I resti di un animale del Cretaceo conservati in una goccia d’ambra rinvenuta nel 2016 nel Myanmar (ex Birmania) apparterrebbe a una lucertola, non a un mini-dinosauro come inizialmente ipotizzato – seppure con un certo scetticismo. Nel marzo del 2020 un articolo pubblicato su Nature aveva descritto il ritrovamento: il cranio lungo meno di 2 cm di un minuscolo animale simile a un uccello, rimasto incastrato con il becco nella resina 100 milioni di anni fa. Ora quello studio, che ipotizzava una possibile classificazione dell’Oculudentavis khaungraae come il più piccolo dinosauro mai ritrovato è stato ritrattato, come si legge in questa nota, “per evitare informazioni non accurate nella letteratura scientifica”.

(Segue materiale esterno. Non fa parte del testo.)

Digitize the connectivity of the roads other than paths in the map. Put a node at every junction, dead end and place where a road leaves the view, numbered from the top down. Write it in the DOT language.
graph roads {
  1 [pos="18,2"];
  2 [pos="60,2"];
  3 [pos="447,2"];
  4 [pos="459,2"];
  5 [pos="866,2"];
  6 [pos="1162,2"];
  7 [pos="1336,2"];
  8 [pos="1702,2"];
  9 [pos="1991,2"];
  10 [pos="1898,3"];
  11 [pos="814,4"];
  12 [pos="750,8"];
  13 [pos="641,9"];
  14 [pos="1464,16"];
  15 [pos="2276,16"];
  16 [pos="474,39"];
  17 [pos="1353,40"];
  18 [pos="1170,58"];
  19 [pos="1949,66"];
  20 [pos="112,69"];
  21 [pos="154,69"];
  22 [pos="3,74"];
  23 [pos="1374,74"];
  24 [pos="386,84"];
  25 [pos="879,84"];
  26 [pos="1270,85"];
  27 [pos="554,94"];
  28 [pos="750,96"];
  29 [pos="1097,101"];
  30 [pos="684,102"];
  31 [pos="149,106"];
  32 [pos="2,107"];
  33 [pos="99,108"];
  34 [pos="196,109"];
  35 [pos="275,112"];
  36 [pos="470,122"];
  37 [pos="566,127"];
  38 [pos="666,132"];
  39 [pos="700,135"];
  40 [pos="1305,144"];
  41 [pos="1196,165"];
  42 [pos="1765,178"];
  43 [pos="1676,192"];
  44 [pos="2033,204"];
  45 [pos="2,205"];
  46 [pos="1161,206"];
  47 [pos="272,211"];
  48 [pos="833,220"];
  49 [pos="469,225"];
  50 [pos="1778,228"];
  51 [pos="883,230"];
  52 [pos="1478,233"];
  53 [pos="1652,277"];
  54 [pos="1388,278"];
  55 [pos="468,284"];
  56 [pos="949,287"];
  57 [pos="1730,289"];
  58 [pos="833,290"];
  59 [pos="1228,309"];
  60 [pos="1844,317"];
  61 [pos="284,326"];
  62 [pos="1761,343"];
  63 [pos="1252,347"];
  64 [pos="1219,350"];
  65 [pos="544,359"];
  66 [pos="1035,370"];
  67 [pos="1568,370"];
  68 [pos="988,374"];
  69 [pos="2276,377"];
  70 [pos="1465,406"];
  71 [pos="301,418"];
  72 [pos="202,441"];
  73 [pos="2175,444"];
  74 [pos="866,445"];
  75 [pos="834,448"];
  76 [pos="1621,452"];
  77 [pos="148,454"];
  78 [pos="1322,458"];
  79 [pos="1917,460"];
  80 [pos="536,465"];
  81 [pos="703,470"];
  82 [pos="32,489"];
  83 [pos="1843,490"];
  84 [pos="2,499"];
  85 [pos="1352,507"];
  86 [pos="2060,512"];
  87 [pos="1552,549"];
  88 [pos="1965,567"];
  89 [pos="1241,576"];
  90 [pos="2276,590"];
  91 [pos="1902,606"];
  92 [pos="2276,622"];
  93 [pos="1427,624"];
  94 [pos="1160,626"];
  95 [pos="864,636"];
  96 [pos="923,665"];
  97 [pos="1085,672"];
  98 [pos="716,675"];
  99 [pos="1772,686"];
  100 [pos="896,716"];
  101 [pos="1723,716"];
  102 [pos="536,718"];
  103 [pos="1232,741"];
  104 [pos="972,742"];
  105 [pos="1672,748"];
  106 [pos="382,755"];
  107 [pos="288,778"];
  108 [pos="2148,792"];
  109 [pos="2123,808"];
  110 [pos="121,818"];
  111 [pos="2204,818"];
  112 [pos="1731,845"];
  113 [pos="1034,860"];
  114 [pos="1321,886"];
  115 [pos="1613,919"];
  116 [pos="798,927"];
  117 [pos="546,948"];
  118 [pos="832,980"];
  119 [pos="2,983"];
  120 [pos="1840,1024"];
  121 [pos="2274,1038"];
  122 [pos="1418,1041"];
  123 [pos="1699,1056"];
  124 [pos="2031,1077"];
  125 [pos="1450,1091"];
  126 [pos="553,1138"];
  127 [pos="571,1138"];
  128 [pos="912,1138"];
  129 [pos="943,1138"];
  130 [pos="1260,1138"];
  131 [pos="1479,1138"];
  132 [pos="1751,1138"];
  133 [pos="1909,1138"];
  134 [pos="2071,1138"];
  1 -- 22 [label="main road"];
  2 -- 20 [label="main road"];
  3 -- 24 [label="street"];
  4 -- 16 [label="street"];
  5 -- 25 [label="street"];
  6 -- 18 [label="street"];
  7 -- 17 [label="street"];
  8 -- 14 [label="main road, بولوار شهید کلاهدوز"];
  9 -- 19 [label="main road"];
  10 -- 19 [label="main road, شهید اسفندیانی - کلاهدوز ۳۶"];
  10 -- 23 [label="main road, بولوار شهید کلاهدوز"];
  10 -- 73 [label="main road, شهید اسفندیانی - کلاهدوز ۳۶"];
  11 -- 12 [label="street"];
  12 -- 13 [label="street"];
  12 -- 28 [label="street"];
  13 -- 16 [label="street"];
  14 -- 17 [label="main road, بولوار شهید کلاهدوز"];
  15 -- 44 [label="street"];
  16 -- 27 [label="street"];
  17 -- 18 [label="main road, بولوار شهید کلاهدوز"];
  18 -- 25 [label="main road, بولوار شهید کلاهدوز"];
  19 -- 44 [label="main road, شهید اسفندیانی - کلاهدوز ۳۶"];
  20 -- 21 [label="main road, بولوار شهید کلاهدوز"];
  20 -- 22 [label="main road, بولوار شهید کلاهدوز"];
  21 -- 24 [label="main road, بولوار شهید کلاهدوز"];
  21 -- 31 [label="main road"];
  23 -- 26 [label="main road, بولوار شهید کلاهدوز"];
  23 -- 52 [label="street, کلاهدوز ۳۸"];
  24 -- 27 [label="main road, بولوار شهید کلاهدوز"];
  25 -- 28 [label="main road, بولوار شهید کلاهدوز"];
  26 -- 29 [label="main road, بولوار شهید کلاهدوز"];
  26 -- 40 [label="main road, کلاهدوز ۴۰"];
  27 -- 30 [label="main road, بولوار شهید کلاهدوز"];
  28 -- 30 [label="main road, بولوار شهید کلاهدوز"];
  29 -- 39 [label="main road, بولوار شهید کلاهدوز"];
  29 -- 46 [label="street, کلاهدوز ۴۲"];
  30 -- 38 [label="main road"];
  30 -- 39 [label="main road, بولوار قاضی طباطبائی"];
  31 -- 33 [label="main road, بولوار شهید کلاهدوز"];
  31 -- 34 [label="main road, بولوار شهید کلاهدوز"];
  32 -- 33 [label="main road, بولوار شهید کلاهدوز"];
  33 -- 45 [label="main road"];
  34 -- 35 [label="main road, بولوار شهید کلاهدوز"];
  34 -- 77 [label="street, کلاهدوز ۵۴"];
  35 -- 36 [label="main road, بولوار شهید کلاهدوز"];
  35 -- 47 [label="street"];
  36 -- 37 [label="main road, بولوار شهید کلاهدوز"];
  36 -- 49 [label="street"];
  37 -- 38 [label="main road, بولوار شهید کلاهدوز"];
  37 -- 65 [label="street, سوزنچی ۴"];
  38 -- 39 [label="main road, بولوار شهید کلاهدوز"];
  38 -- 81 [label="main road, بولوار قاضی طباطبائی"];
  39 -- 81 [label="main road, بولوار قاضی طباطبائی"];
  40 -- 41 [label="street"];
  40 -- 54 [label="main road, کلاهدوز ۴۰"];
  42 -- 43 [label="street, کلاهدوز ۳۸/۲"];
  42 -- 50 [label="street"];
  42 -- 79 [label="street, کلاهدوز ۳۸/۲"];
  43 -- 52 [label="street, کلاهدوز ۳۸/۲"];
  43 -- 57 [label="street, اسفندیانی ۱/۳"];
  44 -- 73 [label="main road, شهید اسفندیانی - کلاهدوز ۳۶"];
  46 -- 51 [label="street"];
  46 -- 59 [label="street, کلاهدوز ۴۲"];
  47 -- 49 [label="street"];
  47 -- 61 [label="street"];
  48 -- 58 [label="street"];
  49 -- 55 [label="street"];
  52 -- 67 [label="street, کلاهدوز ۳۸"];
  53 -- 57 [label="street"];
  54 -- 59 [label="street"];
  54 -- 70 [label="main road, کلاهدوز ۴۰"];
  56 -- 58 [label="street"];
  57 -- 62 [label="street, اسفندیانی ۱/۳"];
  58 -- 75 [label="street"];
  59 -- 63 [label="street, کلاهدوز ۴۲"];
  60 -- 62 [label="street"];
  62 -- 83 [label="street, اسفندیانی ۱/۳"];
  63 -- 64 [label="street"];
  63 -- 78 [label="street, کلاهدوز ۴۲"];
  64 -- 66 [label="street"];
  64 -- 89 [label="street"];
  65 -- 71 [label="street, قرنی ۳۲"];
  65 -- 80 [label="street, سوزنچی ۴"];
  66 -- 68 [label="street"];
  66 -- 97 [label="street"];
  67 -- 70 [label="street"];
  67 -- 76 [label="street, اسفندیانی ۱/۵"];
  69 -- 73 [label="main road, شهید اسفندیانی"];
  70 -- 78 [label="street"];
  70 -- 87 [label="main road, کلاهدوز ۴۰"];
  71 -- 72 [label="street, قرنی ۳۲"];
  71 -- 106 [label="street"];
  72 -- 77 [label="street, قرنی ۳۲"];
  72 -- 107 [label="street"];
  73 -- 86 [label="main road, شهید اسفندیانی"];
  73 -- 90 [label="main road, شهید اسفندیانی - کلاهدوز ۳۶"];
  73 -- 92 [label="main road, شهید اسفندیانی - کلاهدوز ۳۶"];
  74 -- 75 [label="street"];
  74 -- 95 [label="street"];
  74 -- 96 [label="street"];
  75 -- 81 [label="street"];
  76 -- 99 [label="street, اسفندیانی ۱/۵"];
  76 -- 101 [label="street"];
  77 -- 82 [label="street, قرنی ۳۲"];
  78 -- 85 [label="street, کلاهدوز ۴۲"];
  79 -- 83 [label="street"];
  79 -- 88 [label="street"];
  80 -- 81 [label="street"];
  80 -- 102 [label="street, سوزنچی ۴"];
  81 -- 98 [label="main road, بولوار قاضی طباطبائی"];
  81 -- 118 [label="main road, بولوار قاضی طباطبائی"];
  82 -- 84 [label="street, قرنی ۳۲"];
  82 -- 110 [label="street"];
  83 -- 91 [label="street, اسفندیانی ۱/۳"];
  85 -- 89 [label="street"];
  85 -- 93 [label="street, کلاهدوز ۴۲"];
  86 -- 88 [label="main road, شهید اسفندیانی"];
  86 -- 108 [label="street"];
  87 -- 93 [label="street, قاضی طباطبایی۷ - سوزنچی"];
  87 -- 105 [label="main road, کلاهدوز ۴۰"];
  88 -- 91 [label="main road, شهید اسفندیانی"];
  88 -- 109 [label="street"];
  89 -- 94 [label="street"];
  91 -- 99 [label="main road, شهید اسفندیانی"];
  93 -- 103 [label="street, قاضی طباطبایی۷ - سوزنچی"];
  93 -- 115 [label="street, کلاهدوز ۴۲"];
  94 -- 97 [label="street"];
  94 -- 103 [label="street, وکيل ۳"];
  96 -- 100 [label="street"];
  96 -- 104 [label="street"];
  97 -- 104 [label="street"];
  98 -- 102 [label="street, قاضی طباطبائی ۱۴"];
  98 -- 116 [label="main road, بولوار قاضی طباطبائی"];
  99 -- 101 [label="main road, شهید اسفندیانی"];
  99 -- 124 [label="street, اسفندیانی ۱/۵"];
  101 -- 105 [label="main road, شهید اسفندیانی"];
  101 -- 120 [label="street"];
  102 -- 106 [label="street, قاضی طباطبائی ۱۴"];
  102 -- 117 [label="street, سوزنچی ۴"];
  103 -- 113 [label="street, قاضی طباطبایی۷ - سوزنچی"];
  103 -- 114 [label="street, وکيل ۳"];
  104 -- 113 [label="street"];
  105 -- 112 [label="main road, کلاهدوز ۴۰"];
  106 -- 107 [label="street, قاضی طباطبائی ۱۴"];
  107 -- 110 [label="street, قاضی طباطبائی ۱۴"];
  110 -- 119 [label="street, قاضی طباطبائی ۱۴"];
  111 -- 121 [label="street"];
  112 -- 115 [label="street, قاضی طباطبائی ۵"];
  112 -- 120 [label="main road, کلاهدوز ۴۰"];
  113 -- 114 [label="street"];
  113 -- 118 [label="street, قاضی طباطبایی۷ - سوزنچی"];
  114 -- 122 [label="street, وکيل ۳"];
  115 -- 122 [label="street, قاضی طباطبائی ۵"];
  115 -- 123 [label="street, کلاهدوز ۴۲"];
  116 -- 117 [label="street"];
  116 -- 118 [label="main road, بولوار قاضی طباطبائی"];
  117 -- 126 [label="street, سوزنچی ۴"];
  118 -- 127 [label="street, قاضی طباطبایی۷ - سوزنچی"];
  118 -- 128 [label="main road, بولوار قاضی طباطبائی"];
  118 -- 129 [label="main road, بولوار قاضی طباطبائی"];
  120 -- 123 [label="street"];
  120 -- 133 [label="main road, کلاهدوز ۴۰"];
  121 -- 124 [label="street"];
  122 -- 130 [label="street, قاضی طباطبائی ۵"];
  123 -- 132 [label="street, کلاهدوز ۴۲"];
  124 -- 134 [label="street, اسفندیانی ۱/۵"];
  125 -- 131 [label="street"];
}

L’errore. La descrizione di quel che resta dell’animale – una testa più piccola di quella di un colibrì provvista di un’articolata dentatura – è in effetti accurata, ma il fossile sarebbe appartenuto a un rettile non dinosauriano: una lucertola, come suggeriscono alcuni dati scientifici ancora non pubblicati su un ritrovamento, evidentemente più completo, molto simile a questo. Quando hanno avuto accesso alla nuova ricerca, gli scienziati dell’Università di Pechino autori del primo studio si sono convinti dell’erronea classificazione iniziale, confermando i dubbi che avevano comunque già espresso (come vi avevamo raccontato qui). Per riclassificare come lucertola l’Oculudentavis khaungraae occorrerà però aspettare la pubblicazione del nuovo studio.

 

Una decisione affrettata? Andrea Cau, paleontologo dell’Università di Parma, aveva espresso fin da subito dubbi sulla classificazione originaria: secondo lo scienziato, l’animale mostra infatti diverse caratteristiche tipiche delle lucertole, mai osservate in dinosauri volanti di quel periodo. Ma ritornare sui propri passi alla luce di migliori evidenze scientifiche è proprio ciò che caratterizza il metodo scientifico, e che restituisce un quadro il più possibile aderente al vero di quanto accaduto. Ecco perché – spiega Cau – la scelta di ritirare l’articolo è comunque discutibile: sarebbe bastato pubblicarne un altro che mettesse in luce le ultime osservazioni, anziché comportarsi come se il documento originale, che offre comunque una descrizione valida e interessante, oltre a un nuovo termine tassonomico, non fosse mai esistito.